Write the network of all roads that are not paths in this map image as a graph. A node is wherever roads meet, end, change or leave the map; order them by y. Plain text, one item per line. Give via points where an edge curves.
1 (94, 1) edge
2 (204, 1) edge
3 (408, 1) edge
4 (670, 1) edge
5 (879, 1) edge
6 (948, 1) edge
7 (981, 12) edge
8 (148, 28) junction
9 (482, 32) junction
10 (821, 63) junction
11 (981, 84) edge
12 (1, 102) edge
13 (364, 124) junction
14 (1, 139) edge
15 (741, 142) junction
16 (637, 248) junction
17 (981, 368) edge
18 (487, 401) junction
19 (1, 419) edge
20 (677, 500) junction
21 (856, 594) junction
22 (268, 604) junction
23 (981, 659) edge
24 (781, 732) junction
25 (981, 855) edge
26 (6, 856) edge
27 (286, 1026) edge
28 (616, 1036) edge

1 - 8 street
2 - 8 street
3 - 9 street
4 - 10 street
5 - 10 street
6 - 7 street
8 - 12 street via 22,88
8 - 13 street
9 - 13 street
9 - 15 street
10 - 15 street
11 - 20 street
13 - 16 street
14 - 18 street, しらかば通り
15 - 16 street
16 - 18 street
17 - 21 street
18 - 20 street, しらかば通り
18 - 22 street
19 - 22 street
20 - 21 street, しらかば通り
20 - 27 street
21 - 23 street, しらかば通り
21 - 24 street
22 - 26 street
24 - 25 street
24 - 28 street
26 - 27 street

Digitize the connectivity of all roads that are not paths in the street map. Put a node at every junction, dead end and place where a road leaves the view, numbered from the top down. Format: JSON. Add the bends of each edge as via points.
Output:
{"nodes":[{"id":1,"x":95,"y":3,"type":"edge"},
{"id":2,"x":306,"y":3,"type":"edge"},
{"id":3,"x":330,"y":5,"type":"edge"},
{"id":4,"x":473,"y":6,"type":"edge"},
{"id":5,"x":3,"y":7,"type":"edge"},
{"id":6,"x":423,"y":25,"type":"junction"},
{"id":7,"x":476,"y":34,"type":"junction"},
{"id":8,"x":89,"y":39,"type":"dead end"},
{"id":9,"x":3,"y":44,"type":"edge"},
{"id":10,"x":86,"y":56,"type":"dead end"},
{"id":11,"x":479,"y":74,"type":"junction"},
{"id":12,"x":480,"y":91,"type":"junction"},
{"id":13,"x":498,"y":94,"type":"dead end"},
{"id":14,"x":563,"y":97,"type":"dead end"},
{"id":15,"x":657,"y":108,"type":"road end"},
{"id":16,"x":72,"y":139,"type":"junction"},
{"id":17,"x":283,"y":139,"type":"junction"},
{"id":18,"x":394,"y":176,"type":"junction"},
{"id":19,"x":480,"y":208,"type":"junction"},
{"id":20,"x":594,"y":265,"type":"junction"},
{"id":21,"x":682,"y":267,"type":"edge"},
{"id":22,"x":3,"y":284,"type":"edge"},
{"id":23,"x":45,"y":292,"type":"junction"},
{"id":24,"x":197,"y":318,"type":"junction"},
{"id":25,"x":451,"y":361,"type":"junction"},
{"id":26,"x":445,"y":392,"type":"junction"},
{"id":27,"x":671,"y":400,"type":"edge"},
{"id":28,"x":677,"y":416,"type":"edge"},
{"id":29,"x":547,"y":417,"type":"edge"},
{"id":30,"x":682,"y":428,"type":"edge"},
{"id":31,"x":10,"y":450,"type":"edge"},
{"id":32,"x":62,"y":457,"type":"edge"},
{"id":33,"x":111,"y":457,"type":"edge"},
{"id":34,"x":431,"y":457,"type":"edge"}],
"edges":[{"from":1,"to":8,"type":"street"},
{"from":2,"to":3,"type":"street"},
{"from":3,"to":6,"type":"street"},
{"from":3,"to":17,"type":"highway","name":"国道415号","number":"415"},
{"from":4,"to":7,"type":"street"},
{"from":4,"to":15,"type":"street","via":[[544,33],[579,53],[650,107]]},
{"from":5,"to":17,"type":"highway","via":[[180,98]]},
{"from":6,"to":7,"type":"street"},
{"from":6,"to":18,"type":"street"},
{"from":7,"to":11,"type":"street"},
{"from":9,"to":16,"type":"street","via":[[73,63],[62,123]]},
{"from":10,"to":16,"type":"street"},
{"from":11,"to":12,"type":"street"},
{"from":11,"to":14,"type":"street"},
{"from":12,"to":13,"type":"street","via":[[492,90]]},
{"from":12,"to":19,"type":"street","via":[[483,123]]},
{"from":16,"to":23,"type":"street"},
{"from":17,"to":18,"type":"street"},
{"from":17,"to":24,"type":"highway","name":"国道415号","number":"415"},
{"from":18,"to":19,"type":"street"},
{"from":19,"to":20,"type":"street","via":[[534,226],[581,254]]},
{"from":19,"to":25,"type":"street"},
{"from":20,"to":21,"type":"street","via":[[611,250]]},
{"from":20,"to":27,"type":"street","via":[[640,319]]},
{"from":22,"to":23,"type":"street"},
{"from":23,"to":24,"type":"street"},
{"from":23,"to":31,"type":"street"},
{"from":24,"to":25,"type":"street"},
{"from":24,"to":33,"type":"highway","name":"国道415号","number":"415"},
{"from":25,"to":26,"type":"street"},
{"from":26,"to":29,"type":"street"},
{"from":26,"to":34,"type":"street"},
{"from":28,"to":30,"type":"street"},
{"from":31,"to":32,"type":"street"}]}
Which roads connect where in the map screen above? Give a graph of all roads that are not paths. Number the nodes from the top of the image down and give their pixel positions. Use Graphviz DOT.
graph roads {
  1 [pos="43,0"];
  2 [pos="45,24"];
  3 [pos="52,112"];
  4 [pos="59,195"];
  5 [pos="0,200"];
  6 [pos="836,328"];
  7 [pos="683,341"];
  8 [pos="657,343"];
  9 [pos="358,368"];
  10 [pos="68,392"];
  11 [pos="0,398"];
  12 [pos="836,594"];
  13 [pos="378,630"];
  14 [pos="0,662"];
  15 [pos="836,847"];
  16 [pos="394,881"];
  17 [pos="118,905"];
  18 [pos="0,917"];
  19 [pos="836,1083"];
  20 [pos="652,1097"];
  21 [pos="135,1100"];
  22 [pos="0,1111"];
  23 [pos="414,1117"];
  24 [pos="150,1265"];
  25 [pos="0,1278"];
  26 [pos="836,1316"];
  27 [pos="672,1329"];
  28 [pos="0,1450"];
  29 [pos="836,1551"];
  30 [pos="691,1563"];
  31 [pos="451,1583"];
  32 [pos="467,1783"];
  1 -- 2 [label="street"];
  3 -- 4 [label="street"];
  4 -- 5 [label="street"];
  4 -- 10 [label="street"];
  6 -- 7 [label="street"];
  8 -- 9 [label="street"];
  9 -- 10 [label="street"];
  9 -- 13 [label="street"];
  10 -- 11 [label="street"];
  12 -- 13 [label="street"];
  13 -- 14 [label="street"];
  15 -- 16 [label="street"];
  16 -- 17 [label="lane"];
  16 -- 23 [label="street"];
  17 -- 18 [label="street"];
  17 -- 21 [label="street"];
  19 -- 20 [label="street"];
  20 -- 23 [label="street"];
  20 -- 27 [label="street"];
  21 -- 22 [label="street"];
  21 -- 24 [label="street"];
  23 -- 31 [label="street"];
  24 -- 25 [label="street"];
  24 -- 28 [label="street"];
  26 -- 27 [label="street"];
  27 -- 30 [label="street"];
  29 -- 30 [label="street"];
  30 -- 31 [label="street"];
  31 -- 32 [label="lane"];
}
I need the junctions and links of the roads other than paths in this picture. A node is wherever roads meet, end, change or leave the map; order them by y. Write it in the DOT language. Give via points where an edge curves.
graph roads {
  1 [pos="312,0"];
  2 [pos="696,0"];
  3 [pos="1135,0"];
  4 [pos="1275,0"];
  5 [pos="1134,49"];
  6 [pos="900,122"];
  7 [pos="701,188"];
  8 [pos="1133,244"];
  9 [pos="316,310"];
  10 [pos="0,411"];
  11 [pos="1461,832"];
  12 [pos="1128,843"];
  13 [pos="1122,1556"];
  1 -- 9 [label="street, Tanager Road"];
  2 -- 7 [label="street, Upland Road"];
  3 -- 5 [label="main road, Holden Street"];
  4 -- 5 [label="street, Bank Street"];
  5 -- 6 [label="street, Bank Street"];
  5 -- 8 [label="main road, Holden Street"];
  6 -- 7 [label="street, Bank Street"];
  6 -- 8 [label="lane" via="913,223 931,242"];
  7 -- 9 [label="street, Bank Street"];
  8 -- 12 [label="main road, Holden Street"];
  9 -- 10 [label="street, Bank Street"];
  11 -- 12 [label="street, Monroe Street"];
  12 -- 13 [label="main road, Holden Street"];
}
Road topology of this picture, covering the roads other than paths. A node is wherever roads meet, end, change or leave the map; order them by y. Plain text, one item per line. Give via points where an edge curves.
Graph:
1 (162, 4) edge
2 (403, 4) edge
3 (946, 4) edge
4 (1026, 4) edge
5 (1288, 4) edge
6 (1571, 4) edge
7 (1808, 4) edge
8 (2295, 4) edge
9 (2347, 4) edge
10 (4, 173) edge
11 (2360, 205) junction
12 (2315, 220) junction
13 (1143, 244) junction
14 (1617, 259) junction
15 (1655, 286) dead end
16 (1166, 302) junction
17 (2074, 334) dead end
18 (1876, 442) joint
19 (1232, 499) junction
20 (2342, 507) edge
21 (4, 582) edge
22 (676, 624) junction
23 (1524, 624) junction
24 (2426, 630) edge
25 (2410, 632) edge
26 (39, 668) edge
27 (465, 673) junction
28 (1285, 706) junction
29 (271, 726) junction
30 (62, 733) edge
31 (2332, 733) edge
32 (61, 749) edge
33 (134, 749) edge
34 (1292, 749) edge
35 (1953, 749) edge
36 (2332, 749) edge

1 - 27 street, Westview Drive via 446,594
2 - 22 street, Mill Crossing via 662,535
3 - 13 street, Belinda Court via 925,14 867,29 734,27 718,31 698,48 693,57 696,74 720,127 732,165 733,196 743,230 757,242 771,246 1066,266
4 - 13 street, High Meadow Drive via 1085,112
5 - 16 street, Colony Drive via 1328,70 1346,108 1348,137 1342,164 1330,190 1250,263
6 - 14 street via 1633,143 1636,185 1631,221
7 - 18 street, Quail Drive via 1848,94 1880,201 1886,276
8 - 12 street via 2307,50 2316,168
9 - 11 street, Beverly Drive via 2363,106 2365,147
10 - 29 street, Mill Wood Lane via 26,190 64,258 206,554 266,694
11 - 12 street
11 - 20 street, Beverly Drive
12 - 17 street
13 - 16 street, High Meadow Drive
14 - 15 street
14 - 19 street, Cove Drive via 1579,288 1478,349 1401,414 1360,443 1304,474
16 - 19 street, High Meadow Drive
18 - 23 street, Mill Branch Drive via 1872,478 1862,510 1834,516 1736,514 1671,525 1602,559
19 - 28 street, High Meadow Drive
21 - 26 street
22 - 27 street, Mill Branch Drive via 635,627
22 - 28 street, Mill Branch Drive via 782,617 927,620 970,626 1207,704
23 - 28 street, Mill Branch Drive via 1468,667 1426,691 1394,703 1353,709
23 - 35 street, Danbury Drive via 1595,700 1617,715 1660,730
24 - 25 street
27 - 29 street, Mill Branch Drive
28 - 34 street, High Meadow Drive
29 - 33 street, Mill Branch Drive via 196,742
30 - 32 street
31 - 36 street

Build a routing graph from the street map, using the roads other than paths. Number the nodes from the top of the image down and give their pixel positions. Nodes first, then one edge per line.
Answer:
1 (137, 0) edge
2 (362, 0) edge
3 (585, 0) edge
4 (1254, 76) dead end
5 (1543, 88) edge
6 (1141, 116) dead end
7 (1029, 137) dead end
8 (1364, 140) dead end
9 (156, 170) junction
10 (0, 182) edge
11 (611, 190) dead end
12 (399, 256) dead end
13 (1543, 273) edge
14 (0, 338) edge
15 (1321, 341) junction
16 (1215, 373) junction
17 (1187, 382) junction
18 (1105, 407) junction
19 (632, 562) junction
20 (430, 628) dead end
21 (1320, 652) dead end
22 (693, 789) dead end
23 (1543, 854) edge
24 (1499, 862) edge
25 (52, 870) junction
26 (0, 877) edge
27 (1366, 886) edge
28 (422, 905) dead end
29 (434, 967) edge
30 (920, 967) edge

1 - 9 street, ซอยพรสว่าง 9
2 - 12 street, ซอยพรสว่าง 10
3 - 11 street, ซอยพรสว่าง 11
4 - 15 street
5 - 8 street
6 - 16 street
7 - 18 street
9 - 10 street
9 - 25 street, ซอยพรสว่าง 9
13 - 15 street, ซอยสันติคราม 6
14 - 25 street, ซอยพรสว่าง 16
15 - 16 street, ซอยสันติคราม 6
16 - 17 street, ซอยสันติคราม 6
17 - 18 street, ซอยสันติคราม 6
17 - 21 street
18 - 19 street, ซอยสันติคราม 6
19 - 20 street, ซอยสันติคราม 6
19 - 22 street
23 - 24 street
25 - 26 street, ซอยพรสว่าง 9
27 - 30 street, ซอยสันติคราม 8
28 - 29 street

-=-=-

» **AIM OF THE EXERCISE**: Considering only the data above, return the lines in which "their" occurs.

» **TASK SOLUTION**:
Which roads connect where in the map screen above? Give a graph of all roads that are not paths. Number the nodes from the top of the image down and give their pixel positions. Use Graphviz DOT.
Build a routing graph from the street map, using the roads other than paths. Number the nodes from the top of the image down and give their pixel positions. Nodes first, then one edge per line.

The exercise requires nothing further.